### Task prompt:
Go through the lines below and count those that contain "nodes"; the number is all that should be returned.

### Provided information:
- - - - -

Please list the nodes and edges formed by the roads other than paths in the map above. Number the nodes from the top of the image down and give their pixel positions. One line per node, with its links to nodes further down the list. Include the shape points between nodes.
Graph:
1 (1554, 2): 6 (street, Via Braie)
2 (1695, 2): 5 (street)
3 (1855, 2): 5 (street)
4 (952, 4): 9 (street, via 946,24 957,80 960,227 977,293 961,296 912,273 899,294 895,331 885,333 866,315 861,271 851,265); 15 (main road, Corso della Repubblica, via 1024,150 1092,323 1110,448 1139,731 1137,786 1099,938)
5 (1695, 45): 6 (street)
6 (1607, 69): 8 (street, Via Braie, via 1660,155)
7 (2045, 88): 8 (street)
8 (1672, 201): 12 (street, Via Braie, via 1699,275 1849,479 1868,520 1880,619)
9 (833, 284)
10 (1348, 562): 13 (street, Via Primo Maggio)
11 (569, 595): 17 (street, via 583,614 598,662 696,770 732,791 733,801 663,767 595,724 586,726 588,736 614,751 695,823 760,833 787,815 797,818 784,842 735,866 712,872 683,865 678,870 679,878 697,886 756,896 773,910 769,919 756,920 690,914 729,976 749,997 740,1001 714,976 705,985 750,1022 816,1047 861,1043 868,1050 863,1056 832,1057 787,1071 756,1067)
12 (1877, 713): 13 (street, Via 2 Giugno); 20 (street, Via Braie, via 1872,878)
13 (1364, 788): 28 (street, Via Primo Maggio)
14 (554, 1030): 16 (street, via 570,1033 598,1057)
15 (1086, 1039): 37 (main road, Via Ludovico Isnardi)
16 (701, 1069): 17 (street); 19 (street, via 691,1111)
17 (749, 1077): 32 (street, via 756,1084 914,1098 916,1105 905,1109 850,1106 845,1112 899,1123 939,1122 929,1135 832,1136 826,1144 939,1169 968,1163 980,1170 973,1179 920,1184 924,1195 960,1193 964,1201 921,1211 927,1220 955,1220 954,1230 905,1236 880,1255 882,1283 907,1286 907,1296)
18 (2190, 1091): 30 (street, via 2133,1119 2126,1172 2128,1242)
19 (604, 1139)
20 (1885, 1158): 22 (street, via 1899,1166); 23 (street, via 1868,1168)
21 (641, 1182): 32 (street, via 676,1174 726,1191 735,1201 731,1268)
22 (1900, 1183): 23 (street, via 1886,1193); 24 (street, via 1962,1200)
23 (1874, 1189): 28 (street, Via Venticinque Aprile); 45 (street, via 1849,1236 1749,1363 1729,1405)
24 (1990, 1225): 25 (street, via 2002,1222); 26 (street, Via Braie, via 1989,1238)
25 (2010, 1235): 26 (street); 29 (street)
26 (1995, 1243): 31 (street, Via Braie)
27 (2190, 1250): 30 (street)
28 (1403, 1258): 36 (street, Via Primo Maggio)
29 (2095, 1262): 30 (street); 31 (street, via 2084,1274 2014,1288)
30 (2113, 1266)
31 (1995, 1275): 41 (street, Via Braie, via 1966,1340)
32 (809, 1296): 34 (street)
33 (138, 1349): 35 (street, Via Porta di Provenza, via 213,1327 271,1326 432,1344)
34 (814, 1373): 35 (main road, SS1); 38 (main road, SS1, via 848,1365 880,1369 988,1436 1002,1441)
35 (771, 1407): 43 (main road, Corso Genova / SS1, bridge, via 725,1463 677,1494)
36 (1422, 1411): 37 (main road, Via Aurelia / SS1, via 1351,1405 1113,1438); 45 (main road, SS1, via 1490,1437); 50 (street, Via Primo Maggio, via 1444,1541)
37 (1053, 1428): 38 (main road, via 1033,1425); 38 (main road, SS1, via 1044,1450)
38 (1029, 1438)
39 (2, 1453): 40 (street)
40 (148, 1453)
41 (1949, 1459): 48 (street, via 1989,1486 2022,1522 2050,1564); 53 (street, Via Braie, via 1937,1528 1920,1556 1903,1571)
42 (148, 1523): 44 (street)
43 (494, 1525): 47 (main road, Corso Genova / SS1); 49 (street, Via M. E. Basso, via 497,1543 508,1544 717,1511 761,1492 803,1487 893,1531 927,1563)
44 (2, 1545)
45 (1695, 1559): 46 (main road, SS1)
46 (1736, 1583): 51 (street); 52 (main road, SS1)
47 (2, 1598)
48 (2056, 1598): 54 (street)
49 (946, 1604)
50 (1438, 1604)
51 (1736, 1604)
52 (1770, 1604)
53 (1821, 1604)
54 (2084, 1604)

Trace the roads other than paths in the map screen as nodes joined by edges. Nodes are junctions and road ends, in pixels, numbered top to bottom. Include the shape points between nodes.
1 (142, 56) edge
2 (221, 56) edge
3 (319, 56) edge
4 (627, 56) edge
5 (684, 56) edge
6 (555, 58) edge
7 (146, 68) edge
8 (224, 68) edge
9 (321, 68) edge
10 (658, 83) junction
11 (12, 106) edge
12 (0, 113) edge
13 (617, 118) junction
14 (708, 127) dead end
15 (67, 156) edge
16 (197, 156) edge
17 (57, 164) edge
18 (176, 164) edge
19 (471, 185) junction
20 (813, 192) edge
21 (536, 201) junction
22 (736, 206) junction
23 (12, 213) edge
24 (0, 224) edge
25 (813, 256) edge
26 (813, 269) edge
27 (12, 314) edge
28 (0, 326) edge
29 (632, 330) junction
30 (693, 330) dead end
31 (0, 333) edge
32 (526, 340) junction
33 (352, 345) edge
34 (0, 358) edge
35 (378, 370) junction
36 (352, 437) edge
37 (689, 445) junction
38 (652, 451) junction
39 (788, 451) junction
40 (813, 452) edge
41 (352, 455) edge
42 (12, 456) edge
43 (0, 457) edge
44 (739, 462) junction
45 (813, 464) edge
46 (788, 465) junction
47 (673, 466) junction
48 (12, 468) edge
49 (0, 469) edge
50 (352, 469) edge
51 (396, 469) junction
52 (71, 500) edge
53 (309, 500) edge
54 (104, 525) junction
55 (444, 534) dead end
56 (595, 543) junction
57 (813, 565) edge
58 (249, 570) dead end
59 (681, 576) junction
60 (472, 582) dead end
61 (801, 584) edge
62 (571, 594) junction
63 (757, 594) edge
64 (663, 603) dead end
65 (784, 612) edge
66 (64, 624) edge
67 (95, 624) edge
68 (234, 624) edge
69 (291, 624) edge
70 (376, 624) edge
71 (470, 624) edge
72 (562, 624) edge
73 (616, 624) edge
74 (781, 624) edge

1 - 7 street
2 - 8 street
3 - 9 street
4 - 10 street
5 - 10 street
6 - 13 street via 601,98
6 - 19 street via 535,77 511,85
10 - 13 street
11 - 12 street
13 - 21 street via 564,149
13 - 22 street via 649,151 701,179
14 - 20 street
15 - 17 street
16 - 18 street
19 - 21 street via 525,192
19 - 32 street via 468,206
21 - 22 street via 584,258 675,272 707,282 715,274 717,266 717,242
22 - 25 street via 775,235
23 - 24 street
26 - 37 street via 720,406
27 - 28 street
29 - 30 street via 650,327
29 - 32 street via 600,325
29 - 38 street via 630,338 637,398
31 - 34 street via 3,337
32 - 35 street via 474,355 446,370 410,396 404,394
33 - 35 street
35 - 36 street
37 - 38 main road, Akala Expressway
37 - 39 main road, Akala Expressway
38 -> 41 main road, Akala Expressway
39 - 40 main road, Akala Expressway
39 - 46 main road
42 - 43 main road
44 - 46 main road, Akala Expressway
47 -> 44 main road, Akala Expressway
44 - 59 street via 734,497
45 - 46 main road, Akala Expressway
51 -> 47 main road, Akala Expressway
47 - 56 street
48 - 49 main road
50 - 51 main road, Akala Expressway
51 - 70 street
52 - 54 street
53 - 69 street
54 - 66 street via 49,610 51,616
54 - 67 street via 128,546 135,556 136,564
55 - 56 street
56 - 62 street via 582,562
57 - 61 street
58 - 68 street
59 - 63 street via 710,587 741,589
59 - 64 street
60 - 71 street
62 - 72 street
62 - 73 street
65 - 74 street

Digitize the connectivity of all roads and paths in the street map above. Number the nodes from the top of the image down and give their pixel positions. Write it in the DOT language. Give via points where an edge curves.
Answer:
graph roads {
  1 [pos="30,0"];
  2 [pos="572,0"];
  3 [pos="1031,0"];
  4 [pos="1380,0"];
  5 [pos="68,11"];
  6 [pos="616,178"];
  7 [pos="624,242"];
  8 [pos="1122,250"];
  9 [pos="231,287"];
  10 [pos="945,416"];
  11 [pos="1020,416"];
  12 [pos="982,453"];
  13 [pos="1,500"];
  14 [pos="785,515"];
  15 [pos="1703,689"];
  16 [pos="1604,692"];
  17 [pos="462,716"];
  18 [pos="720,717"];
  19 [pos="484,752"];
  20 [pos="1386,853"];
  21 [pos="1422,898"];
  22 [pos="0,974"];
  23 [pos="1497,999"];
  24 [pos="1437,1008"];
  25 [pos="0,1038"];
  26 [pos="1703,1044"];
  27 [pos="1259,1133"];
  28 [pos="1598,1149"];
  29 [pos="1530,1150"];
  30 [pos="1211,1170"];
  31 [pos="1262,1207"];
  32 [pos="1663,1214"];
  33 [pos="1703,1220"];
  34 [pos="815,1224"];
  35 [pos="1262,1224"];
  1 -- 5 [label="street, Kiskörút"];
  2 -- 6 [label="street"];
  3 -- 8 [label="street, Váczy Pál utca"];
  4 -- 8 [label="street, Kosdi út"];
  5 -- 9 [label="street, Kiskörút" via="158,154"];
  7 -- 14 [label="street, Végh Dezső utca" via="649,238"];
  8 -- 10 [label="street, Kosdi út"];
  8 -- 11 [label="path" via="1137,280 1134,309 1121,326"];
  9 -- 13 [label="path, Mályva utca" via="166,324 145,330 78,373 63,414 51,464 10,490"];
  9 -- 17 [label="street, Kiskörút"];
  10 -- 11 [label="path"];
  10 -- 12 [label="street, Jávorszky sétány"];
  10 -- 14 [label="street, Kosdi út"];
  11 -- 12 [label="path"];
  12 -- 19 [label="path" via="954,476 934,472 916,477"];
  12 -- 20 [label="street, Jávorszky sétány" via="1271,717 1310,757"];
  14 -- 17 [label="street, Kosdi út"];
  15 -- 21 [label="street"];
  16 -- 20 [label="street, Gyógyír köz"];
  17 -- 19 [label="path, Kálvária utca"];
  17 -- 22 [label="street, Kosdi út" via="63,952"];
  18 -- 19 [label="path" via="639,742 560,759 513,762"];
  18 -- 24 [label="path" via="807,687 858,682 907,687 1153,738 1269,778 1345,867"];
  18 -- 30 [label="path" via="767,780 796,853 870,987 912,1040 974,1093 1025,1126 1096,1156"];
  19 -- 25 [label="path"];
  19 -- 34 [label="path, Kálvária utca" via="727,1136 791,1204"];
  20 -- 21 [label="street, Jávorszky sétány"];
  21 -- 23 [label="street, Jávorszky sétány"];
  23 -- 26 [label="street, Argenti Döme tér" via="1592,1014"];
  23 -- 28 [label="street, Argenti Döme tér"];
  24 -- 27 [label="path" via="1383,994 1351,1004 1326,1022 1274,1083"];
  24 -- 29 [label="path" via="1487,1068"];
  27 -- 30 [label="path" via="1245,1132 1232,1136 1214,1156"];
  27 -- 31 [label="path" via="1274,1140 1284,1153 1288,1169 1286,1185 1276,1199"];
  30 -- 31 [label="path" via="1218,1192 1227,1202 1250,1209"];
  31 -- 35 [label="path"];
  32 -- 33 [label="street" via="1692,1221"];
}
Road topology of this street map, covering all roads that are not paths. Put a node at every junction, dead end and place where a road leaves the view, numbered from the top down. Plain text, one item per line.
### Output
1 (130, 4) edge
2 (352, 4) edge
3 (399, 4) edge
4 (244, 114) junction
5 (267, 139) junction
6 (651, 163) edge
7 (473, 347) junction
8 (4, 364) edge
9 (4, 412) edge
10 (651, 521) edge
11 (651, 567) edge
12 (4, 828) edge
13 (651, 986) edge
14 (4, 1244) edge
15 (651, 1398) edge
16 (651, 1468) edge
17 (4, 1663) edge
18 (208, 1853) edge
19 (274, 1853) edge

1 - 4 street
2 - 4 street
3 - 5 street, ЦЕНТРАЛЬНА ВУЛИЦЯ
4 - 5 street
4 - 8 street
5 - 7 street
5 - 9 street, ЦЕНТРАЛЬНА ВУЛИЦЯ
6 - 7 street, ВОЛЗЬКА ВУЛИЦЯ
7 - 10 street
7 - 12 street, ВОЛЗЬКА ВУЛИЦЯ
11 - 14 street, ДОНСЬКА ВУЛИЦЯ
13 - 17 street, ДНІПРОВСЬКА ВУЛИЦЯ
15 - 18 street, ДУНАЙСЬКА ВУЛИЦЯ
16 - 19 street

- - - - -

### Task solution:
3